Insider Trading March 30, 2026 06:10 PM

Kestra Medical Director Adds $199,800 in Stock; Company Posts Mixed Q3 Results

Director Raymond W. Cohen bought 10,000 shares while analysts maintain bullish ratings despite an EPS miss

By Priya Menon KMTS

A director of Kestra Medical Technologies, LTD. increased his stake by purchasing 10,000 shares valued at $199,800, with transaction prices ranging from $19.82 to $20.02. The trade comes as the stock trades lower year-to-date at $18.33. Kestra reported a fiscal third-quarter EPS shortfall while posting revenue ahead of expectations, and analysts from Piper Sandler and BTIG reiterated favorable ratings and price targets.

Kestra Medical Director Adds $199,800 in Stock; Company Posts Mixed Q3 Results
KMTS

Key Points

  • Director Raymond W. Cohen purchased 10,000 shares of Kestra Medical at an average price near $19.98, for a total of $199,800.
  • Kestra reported Q3 EPS of -$0.61, missing the forecasted -$0.42, while revenue exceeded estimates by nearly 7%.
  • Piper Sandler and BTIG both maintained bullish ratings - Overweight ($30 PT) and Buy ($32 PT), respectively - and BTIG has arranged virtual meetings with CEO Brian Webster.

Raymond W. Cohen, a director of Kestra Medical Technologies, LTD., recently expanded his equity position in the company by acquiring 10,000 shares of common stock. The director paid approximately $19.98 per share, bringing the total transaction value to $199,800.

The prices paid across the block ranged between $19.82 and $20.02. After this purchase, Cohen's direct ownership in Kestra Medical stands at 50,903 shares.

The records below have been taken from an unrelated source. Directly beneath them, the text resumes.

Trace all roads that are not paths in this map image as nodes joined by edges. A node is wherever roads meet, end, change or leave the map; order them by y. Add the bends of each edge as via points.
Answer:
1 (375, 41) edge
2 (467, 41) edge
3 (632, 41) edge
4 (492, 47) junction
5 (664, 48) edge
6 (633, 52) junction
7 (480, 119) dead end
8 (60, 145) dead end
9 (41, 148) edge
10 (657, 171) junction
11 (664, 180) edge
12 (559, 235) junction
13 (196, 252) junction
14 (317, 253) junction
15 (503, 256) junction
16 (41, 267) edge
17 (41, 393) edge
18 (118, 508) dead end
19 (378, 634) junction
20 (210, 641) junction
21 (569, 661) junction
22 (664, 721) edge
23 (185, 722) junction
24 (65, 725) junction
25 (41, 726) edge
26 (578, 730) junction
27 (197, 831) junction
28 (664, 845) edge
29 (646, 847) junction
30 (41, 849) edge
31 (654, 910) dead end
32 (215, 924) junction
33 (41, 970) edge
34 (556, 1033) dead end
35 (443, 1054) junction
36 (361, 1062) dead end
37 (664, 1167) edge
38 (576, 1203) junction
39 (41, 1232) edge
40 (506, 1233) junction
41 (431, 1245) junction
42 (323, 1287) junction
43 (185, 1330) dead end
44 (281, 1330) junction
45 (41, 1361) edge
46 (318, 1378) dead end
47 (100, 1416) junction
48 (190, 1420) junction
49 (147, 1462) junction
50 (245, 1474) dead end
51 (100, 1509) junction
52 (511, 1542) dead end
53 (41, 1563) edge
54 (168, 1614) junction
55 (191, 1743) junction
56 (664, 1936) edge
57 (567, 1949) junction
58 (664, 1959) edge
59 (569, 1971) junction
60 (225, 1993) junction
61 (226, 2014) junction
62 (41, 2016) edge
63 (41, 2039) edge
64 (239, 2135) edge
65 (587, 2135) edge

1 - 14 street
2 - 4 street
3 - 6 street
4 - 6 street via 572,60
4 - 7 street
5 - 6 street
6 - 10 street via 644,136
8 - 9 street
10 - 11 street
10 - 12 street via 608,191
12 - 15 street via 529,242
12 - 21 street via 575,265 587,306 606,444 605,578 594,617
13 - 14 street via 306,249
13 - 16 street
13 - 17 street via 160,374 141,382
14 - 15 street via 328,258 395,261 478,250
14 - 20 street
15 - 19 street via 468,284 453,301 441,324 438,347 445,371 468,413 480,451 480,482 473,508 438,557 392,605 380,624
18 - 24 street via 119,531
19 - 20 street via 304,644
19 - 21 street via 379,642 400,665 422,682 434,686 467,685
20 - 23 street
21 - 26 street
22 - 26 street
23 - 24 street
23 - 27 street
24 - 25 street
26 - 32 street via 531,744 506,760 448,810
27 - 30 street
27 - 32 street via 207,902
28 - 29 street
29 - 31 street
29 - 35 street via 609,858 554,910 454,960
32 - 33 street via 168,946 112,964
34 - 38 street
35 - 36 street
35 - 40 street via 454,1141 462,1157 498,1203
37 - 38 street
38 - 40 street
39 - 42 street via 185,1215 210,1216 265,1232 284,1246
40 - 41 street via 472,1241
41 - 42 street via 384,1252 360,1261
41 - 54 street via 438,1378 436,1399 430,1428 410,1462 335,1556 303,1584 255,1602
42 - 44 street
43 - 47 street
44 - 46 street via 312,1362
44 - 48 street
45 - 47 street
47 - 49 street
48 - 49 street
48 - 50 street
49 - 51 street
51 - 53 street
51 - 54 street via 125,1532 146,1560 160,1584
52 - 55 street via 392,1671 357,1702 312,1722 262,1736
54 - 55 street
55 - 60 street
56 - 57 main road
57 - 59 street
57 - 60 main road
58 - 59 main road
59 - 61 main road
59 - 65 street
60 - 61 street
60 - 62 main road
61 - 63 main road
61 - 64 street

At the time of the disclosure, Kestra Medical's shares were trading at $18.33, representing a decline of roughly 31% year-to-date, according to InvestingPro data. The trade therefore occurred at a premium to the current trading level.


Earnings context

Kestra Medical reported results for its fiscal third quarter that contained mixed signals for investors. The company recorded an earnings per share (EPS) loss of -$0.61, which fell short of the consensus forecast of -$0.42. In contrast, reported revenue came in nearly 7% above expectations, reflecting top-line strength.

Analyst feedback following the quarter has been supportive. Piper Sandler reiterated an Overweight rating and set a $30.00 price target, citing the company's robust gross margin performance and an adjusted EBITDA loss that was better than expected. BTIG also maintained a Buy rating with a $32.00 price target and has scheduled virtual investor meetings featuring the company's senior leadership, including President and CEO Brian Webster.


What this means

The director's purchase and the analyst follow-through underline continued market and insider attention on Kestra Medical despite the EPS miss. Revenue outperformance and analysts' comments on margin and adjusted EBITDA drove maintained positive ratings and mid-term price targets from the two firms noted.

Taken together, the transaction and the quarter's results present a picture of mixed near-term profitability metrics but revenue momentum and sustained analyst interest.

Risks

  • Kestra's reported EPS of -$0.61 missed expectations, indicating near-term profitability challenges that could affect investor sentiment - this impacts healthcare and medical-technology equity valuations.
  • The stock's year-to-date decline of roughly 31% suggests market volatility and downside risk for shareholders and prospective buyers, influencing broader market sentiment in the healthcare technology sector.